## INFORMATION SUPPLIED
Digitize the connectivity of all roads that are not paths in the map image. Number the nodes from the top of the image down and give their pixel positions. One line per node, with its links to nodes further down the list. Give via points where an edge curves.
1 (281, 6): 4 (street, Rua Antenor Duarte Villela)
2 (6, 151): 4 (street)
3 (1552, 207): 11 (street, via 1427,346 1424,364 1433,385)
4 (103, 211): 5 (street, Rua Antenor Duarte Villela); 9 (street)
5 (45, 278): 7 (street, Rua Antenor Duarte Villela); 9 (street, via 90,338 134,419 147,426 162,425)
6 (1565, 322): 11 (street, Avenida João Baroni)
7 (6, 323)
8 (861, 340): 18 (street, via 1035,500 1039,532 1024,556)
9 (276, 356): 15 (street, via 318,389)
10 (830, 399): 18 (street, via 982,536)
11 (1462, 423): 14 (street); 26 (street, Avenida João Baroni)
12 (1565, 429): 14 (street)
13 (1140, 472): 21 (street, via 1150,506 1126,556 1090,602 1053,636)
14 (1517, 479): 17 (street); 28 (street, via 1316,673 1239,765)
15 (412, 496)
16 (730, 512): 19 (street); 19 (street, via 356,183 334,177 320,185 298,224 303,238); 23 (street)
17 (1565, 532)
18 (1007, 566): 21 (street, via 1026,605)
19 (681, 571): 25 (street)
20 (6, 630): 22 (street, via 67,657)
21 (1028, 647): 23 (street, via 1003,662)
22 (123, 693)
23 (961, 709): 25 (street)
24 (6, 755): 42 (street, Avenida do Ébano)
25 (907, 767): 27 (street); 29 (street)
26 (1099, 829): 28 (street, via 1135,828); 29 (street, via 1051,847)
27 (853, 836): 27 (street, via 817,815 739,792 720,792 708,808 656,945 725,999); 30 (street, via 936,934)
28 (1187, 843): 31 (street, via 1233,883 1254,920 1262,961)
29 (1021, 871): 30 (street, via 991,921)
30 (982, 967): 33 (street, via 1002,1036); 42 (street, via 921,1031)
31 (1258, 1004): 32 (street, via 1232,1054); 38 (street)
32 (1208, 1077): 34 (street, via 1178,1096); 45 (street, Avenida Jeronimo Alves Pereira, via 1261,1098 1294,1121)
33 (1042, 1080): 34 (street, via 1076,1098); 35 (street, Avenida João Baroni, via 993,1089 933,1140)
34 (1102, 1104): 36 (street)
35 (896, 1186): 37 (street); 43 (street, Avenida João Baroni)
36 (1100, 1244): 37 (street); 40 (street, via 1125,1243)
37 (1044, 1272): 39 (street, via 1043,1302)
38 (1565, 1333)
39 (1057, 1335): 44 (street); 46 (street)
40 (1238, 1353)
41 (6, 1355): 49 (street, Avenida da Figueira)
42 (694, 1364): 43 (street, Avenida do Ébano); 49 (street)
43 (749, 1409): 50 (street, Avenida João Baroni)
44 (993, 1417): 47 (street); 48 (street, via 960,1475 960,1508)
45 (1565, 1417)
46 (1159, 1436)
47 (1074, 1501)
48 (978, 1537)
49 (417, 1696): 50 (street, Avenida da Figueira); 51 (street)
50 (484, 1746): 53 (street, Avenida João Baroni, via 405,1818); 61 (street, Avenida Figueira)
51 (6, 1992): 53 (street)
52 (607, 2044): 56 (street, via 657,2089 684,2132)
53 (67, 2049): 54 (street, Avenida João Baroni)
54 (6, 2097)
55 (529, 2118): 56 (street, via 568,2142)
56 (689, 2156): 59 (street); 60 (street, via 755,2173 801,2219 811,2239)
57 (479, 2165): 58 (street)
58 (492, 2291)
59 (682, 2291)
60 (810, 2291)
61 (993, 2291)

## TASK TO CARRY OUT
Search the entries for the word "Baroni", then gather every line that has it.

## RESULT BELOW
6 (1565, 322): 11 (street, Avenida João Baroni)
11 (1462, 423): 14 (street); 26 (street, Avenida João Baroni)
33 (1042, 1080): 34 (street, via 1076,1098); 35 (street, Avenida João Baroni, via 993,1089 933,1140)
35 (896, 1186): 37 (street); 43 (street, Avenida João Baroni)
43 (749, 1409): 50 (street, Avenida João Baroni)
50 (484, 1746): 53 (street, Avenida João Baroni, via 405,1818); 61 (street, Avenida Figueira)
53 (67, 2049): 54 (street, Avenida João Baroni)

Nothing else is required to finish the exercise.